Snyder's of Hanover traces its roots to a bakery formed in Hanover, Pennsylvania, by Harry Warehime in 1909. In 1920 Eda and Edward Snyder started selling their homemade fried potato chips at various businesses.
In 1950, the company was split into two independent companies: Snyder's of Hanover and Snyder of Berlin. The Hanover Canning Company (later called Hanover Brands, now Hanover Foods) purchased Snyder's of Hanover in 1961. Snyder's of Hanover was again spun off as an independent company in 1981. Snyder's of Hanover is no longer associated with Snyder of Berlin, something that is indicated on packages of Snyder's of Hanover.

In December 2007, Snyder's of Hanover acquired bankrupt Jays Foods of Chicago, Illinois, and planned to continue making and distributing Jays' full line of snacks throughout the midwestern United States.

In 2010, a plan to merge with rival Utz Quality Foods was blocked by the U.S. Federal Trade Commission.

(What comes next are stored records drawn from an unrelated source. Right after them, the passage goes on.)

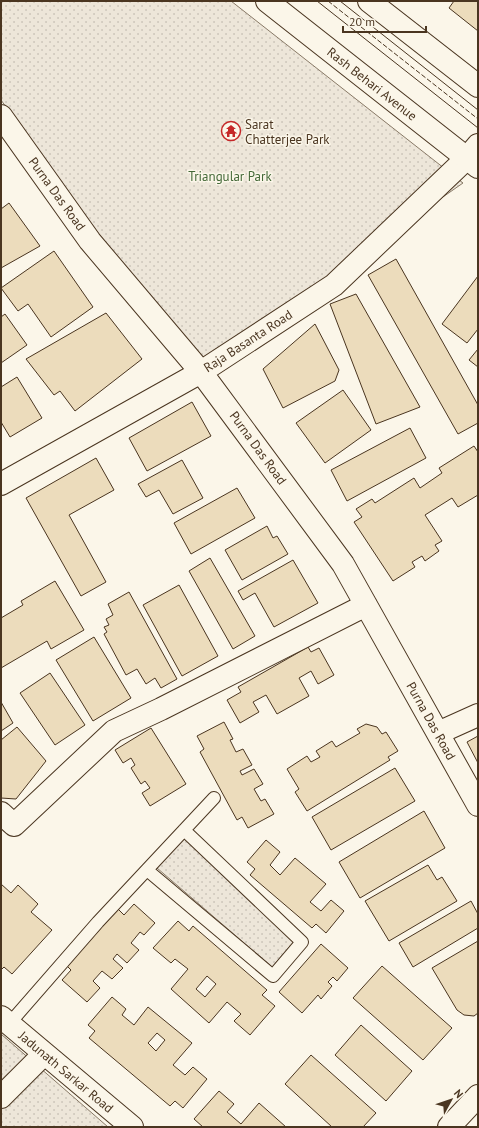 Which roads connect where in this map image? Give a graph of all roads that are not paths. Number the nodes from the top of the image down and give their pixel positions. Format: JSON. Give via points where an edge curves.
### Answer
{"nodes":[{"id":1,"x":267,"y":1,"type":"edge"},
{"id":2,"x":369,"y":1,"type":"edge"},
{"id":3,"x":478,"y":86,"type":"edge"},
{"id":4,"x":1,"y":116,"type":"edge"},
{"id":5,"x":474,"y":156,"type":"edge"},
{"id":6,"x":202,"y":372,"type":"junction"},
{"id":7,"x":1,"y":484,"type":"edge"},
{"id":8,"x":366,"y":605,"type":"junction"},
{"id":9,"x":478,"y":715,"type":"edge"},
{"id":10,"x":438,"y":733,"type":"junction"},
{"id":11,"x":214,"y":798,"type":"dead end"},
{"id":12,"x":478,"y":805,"type":"edge"},
{"id":13,"x":1,"y":813,"type":"edge"},
{"id":14,"x":184,"y":830,"type":"junction"},
{"id":15,"x":147,"y":870,"type":"junction"},
{"id":16,"x":5,"y":1021,"type":"edge"},
{"id":17,"x":44,"y":1054,"type":"junction"},
{"id":18,"x":478,"y":1096,"type":"edge"},
{"id":19,"x":1,"y":1097,"type":"edge"},
{"id":20,"x":132,"y":1127,"type":"edge"},
{"id":21,"x":449,"y":1127,"type":"edge"}],
"edges":[{"from":1,"to":5,"type":"street","name":"Rash Behari Avenue"},
{"from":2,"to":3,"type":"street"},
{"from":4,"to":6,"type":"street","name":"Purna Das Road","via":[[90,241]]},
{"from":5,"to":6,"type":"street","name":"Raja Basanta Road","via":[[334,285]]},
{"from":6,"to":7,"type":"street","name":"Raja Basanta Road"},
{"from":6,"to":8,"type":"street","name":"Purna Das Road","via":[[344,564]]},
{"from":8,"to":10,"type":"street","name":"Purna Das Road"},
{"from":8,"to":13,"type":"street","via":[[114,731],[14,825]]},
{"from":9,"to":10,"type":"street"},
{"from":10,"to":12,"type":"street","name":"Purna Das Road"},
{"from":11,"to":14,"type":"lane"},
{"from":14,"to":15,"type":"lane"},
{"from":14,"to":15,"type":"lane","via":[[302,942],[273,976]]},
{"from":15,"to":16,"type":"lane"},
{"from":16,"to":17,"type":"street","name":"Jadunath Sarkar Road"},
{"from":17,"to":19,"type":"street"},
{"from":17,"to":20,"type":"street","name":"Jadunath Sarkar Road"},
{"from":18,"to":21,"type":"street"}]}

On July 22, 2010, it was announced that Snyder's of Hanover would be merging with Lance Inc. to create one of the largest snack food companies in the nation. The merged company became Snyder's-Lance, and is based in Charlotte, North Carolina. In December 2017, it was announced that Campbell Soup would acquire Snyder's-Lance for . Utz Foods would go on to merge with the similarly named but unaffiliated company Snyder of Berlin in 2019.